Sometimes people think that practice in the moment requires mantra recitation, or visualization, or doing something in particular. Actually, it is very simple and natural. It means being at ease and open and present. Whatever arises or appears has a perfect nature and you can allow its perfection to become apparent. Then you can relate to your life experience by seeing its complete perfection, and this ripens the mind. If you simply allow your mind to move in this direction, all the conditions for ripening and fruition will automatically happen — be it a retreat, a special teacher or a perfect practice. Your absolute nature will do everything to become manifest.

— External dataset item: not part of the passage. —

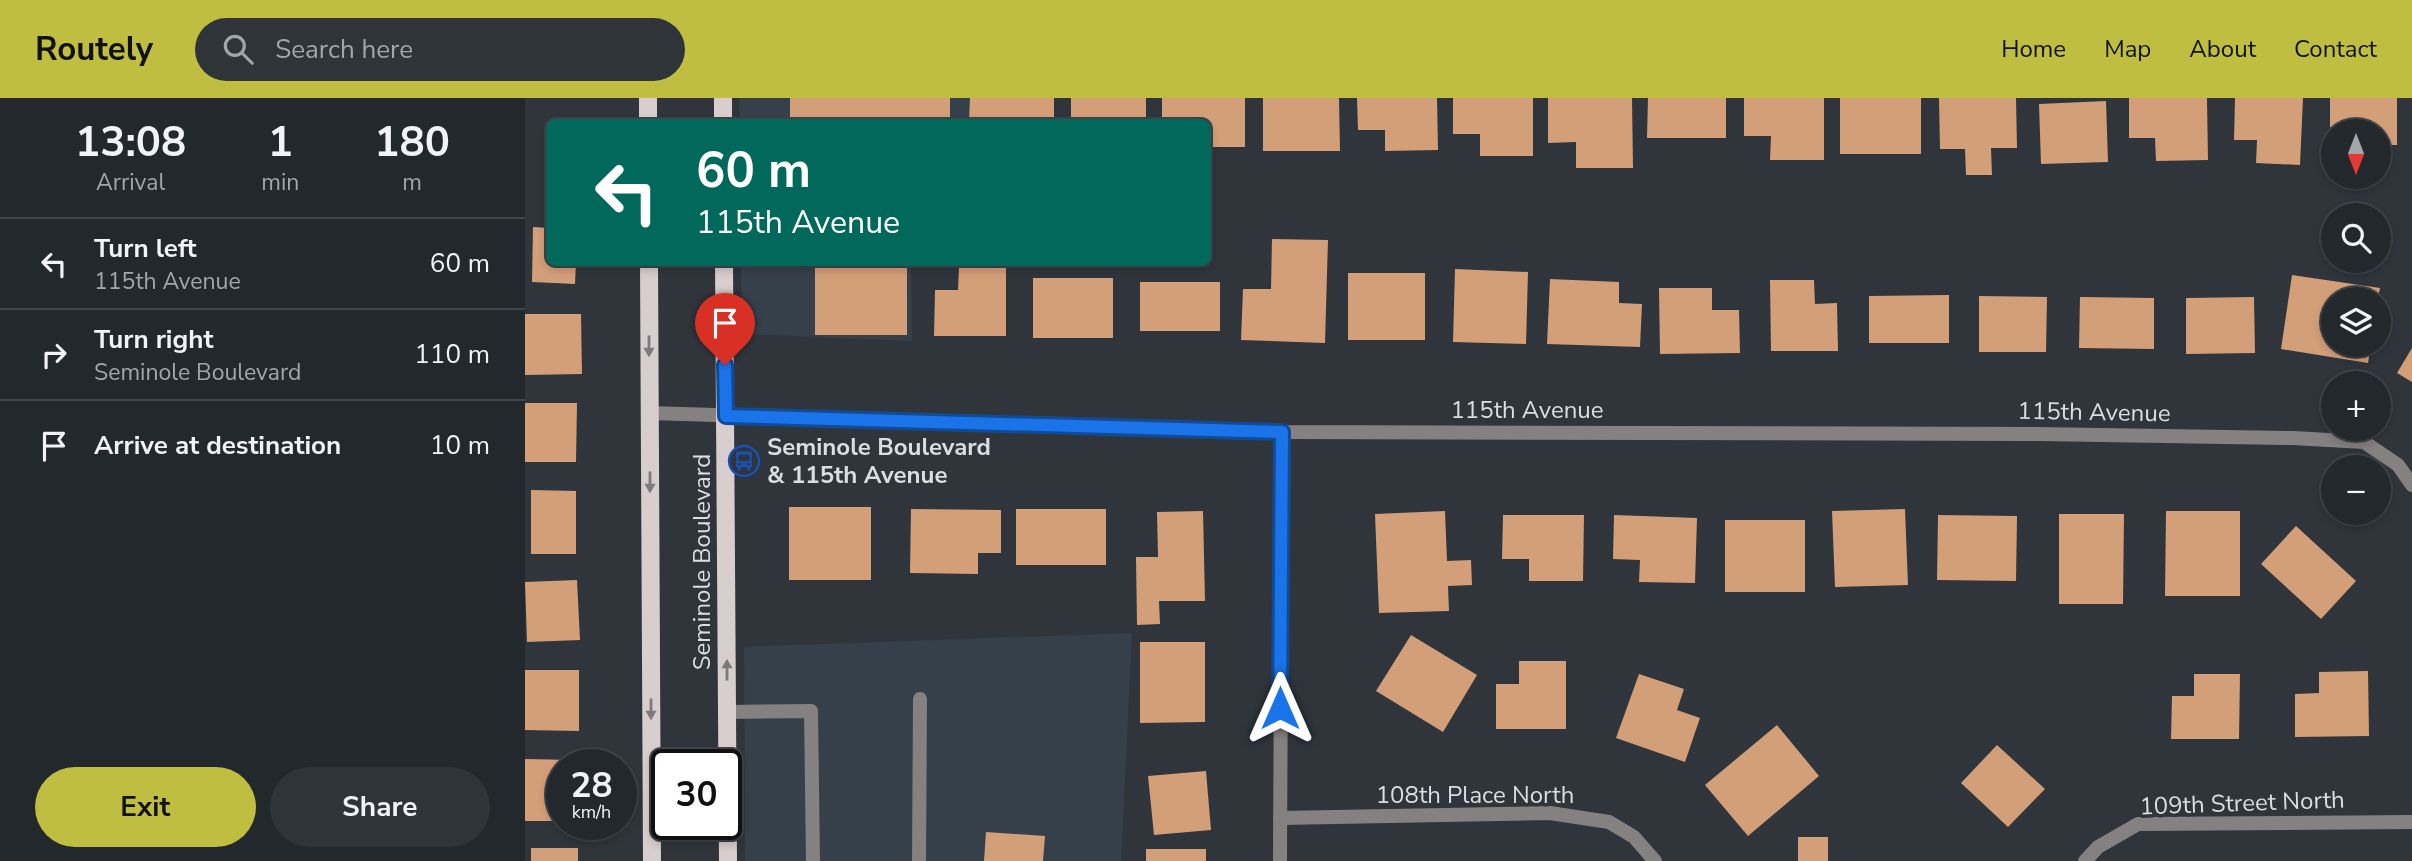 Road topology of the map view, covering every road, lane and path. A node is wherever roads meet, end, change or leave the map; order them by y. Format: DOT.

H.E. Chagdud Tulku Rinpoche
Tsering Everest’s teacher fled Tibet at the time of the Chinese occupation in 1959- At the request ofH.H. Dudjom Rinpoche, he established a refugee camp in Orissa, India which the Indian government considered a model in economic self-sufficiency. Since 1979, he has founded study and practice centres throughout the United States, Canada, Europe and South America.
Chagdud Tulku established his North American seat at Rigdzin Ling, in Junction City, California. He currently resides in the town of Três Coroas, one hour north of Porto Alegre in Southern Brazil. He is developing his primary South American centre there, including the construction of a traditional Tibetan temple.